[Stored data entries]
● ● ● ● ● ● ●
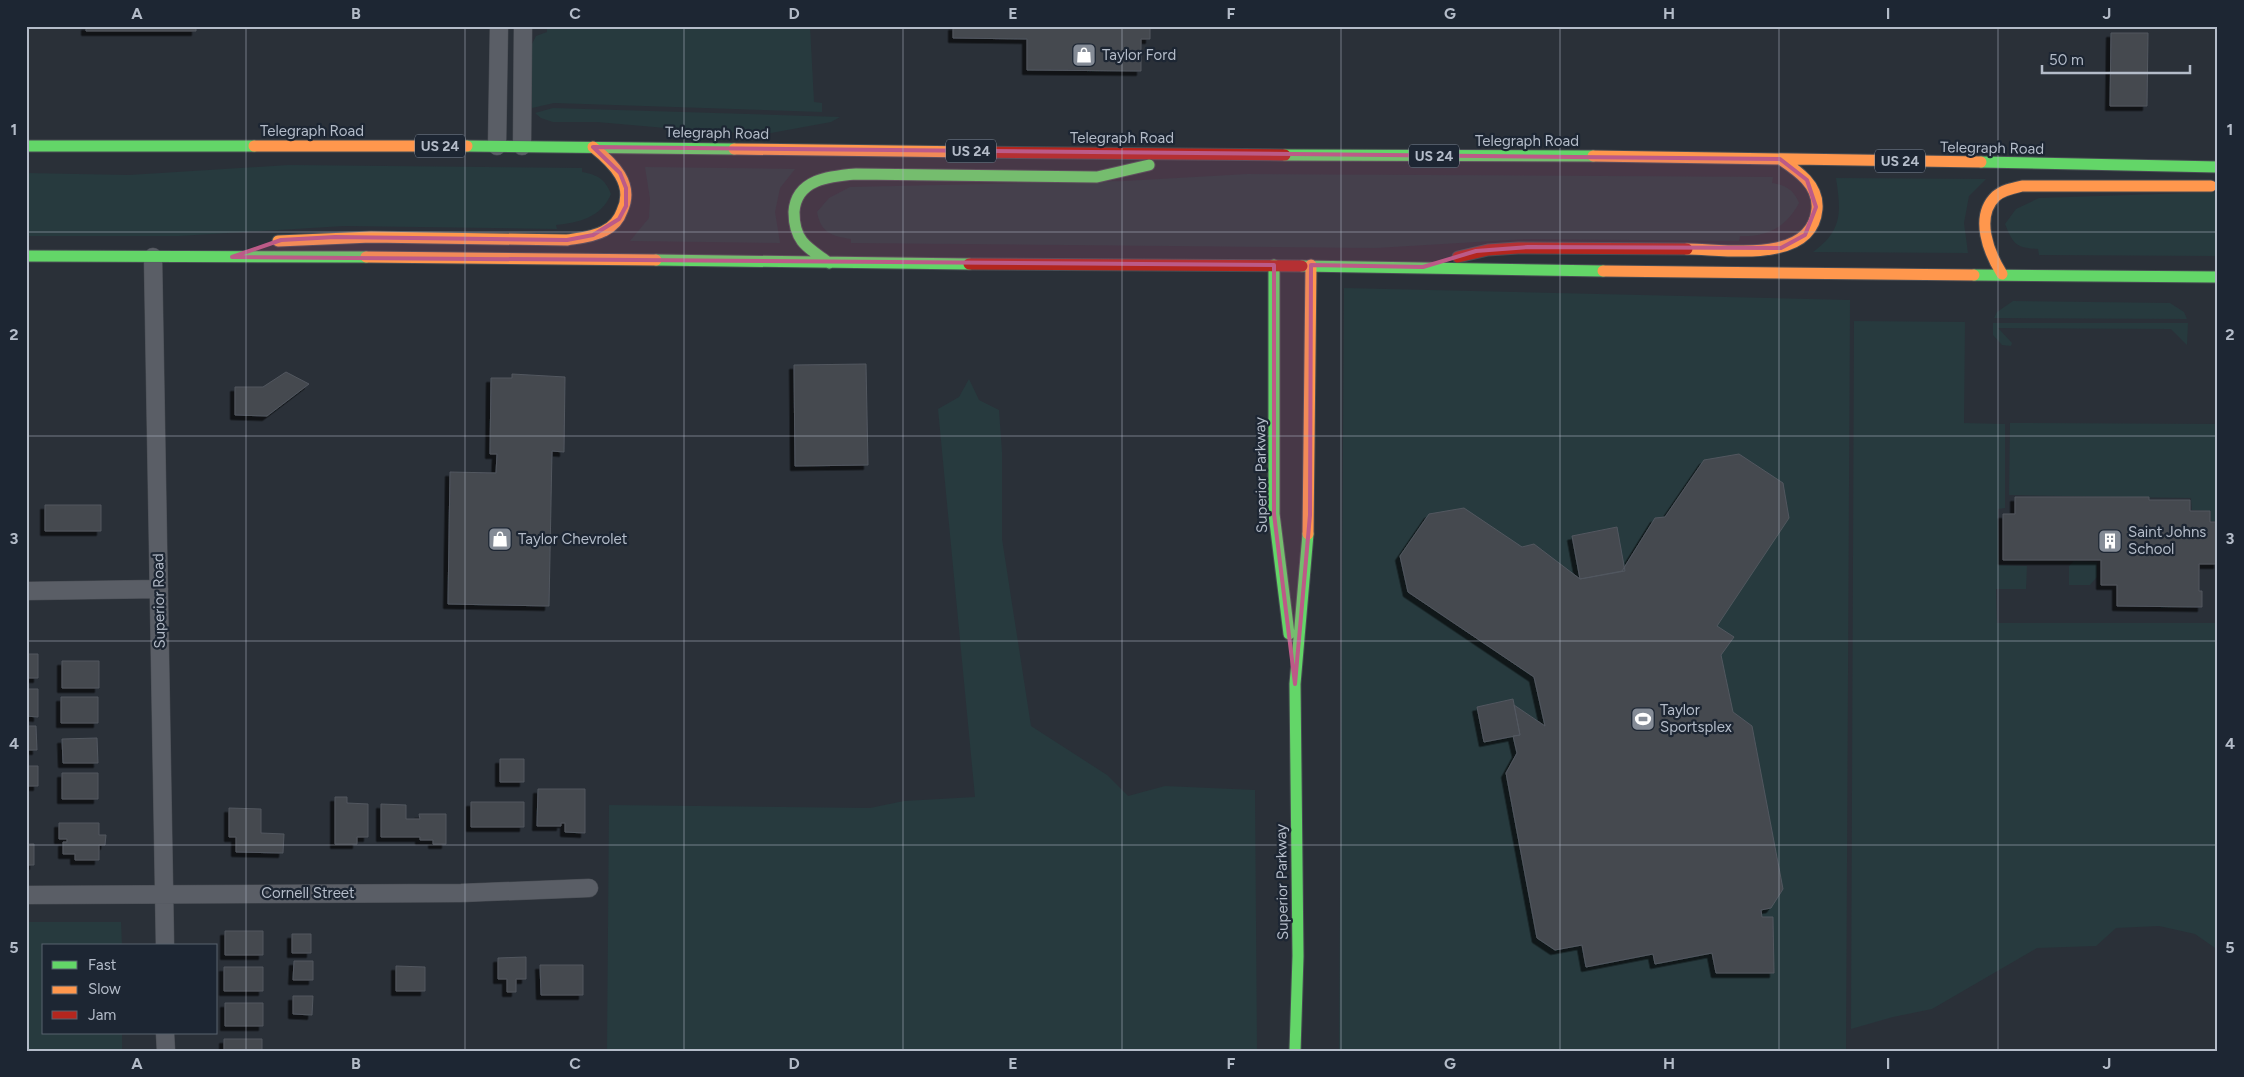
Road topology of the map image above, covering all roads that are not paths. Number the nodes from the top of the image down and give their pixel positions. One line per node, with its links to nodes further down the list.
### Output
1 (499, 26): 5 (street)
2 (523, 26): 6 (street)
3 (26, 146): 4 (main road, Telegraph Road / US 24)
4 (224, 146): 5 (main road, Telegraph Road / US 24); 9 (main road)
5 (497, 146): 6 (main road, Telegraph Road / US 24)
6 (522, 146): 7 (main road, Telegraph Road / US 24)
7 (593, 147): 8 (main road, Telegraph Road / US 24); 15 (main road)
8 (1199, 154): 10 (main road, Telegraph Road / US 24); 16 (main road)
9 (169, 157)
10 (1780, 158): 11 (main road, Telegraph Road / US 24); 19 (main road)
11 (2218, 167)
12 (2218, 186): 20 (main road)
13 (26, 256): 14 (main road)
14 (153, 257): 15 (main road); 22 (street, Superior Road)
15 (232, 257): 16 (main road)
16 (829, 263): 17 (main road)
17 (1274, 265): 18 (main road); 24 (main road, Superior Parkway)
18 (1311, 265): 19 (main road); 24 (main road, Superior Parkway)
19 (1423, 268): 20 (main road)
20 (2002, 274): 21 (main road)
21 (2218, 277)
22 (159, 589): 23 (street); 26 (street, Superior Road)
23 (26, 591)
24 (1295, 684): 31 (main road, Superior Parkway)
25 (589, 888): 26 (street, Cornell Street)
26 (164, 894): 27 (street, Cornell Street); 28 (street, Superior Road)
27 (26, 895)
28 (164, 944)
29 (166, 1034): 30 (street)
30 (166, 1051)
31 (1295, 1051)

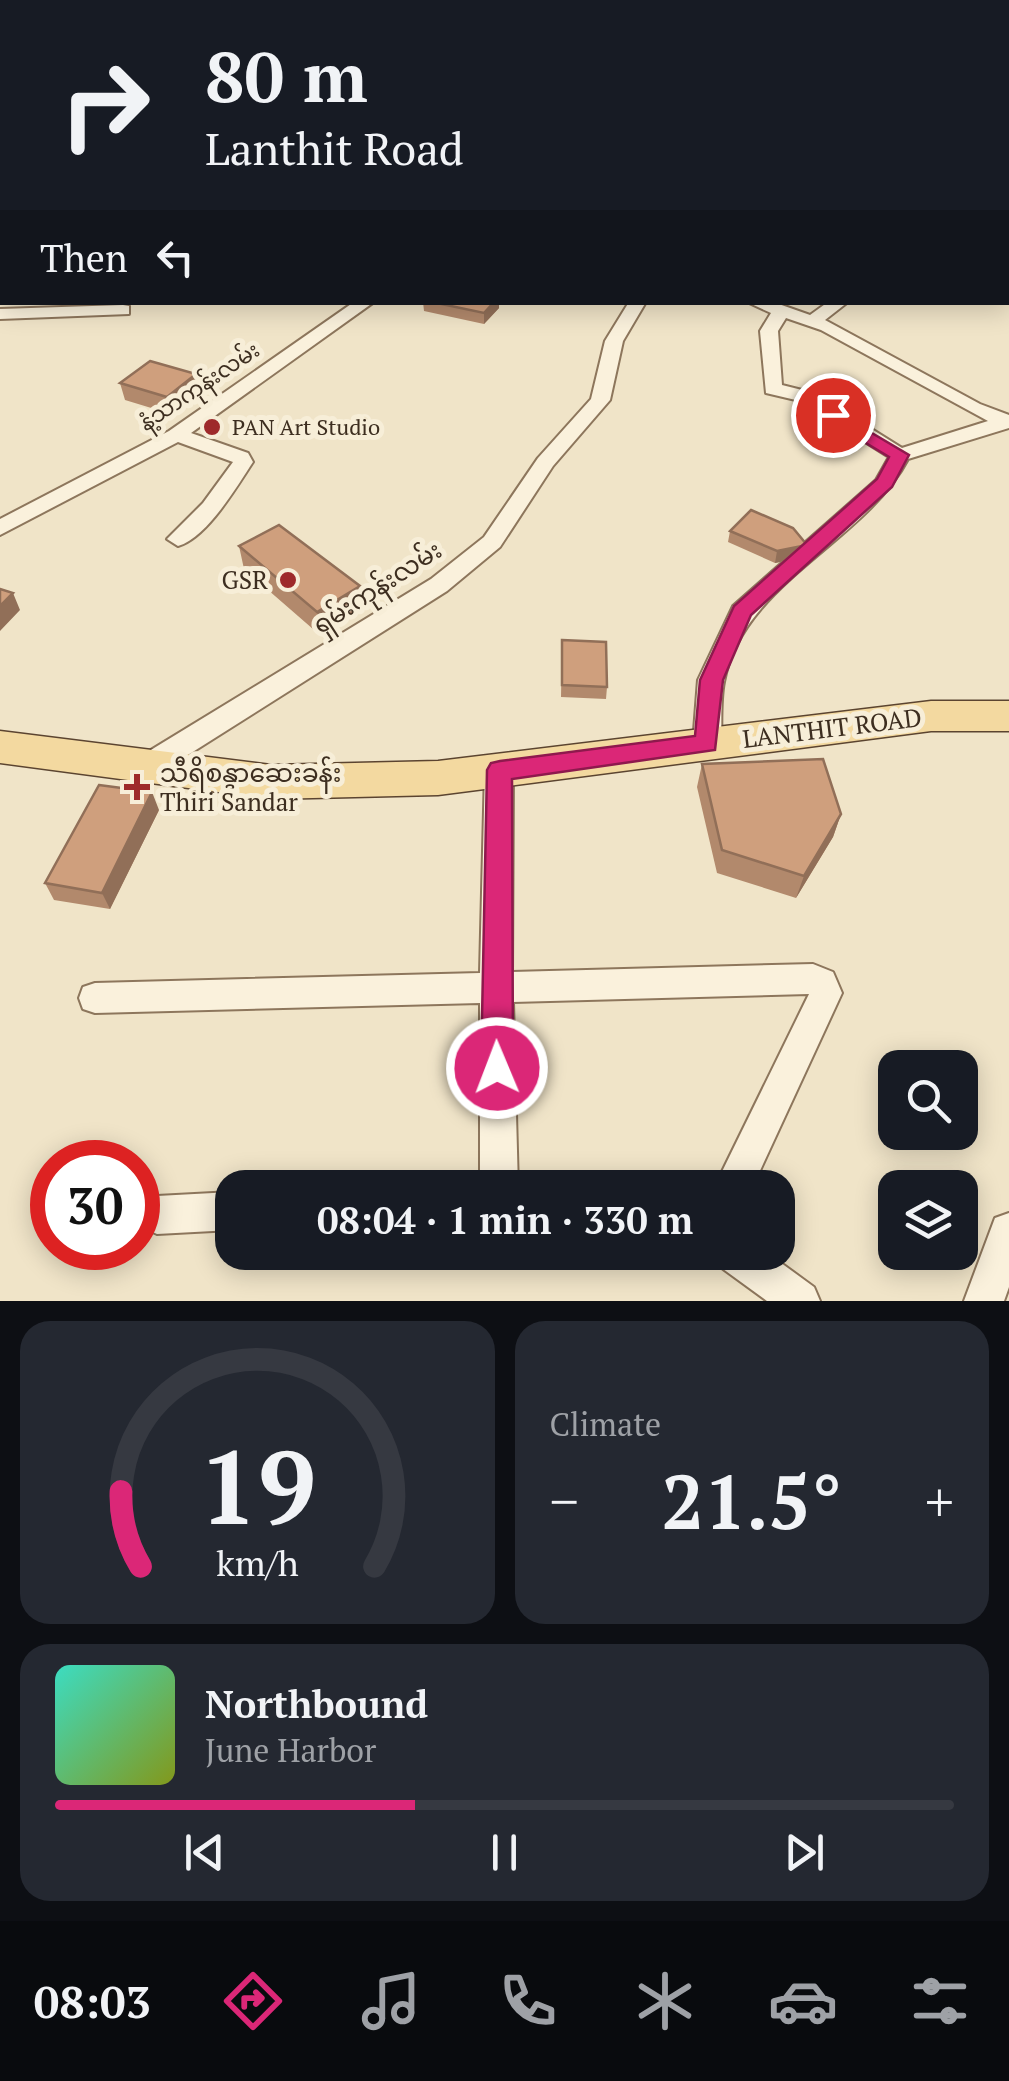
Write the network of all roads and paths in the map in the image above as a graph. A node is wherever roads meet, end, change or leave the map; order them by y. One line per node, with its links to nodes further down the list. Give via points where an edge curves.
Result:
● ● ● ● ● ● ●
What to do: Would you mind returning each entry above word for word, skipping the images?

Solution to this task:
Road topology of the map image above, covering all roads that are not paths. Number the nodes from the top of the image down and give their pixel positions. One line per node, with its links to nodes further down the list.
### Output
1 (499, 26): 5 (street)
2 (523, 26): 6 (street)
3 (26, 146): 4 (main road, Telegraph Road / US 24)
4 (224, 146): 5 (main road, Telegraph Road / US 24); 9 (main road)
5 (497, 146): 6 (main road, Telegraph Road / US 24)
6 (522, 146): 7 (main road, Telegraph Road / US 24)
7 (593, 147): 8 (main road, Telegraph Road / US 24); 15 (main road)
8 (1199, 154): 10 (main road, Telegraph Road / US 24); 16 (main road)
9 (169, 157)
10 (1780, 158): 11 (main road, Telegraph Road / US 24); 19 (main road)
11 (2218, 167)
12 (2218, 186): 20 (main road)
13 (26, 256): 14 (main road)
14 (153, 257): 15 (main road); 22 (street, Superior Road)
15 (232, 257): 16 (main road)
16 (829, 263): 17 (main road)
17 (1274, 265): 18 (main road); 24 (main road, Superior Parkway)
18 (1311, 265): 19 (main road); 24 (main road, Superior Parkway)
19 (1423, 268): 20 (main road)
20 (2002, 274): 21 (main road)
21 (2218, 277)
22 (159, 589): 23 (street); 26 (street, Superior Road)
23 (26, 591)
24 (1295, 684): 31 (main road, Superior Parkway)
25 (589, 888): 26 (street, Cornell Street)
26 (164, 894): 27 (street, Cornell Street); 28 (street, Superior Road)
27 (26, 895)
28 (164, 944)
29 (166, 1034): 30 (street)
30 (166, 1051)
31 (1295, 1051)

Write the network of all roads and paths in the map in the image above as a graph. A node is wherever roads meet, end, change or leave the map; order them by y. One line per node, with its links to nodes further down the list. Give via points where an edge curves.
Result:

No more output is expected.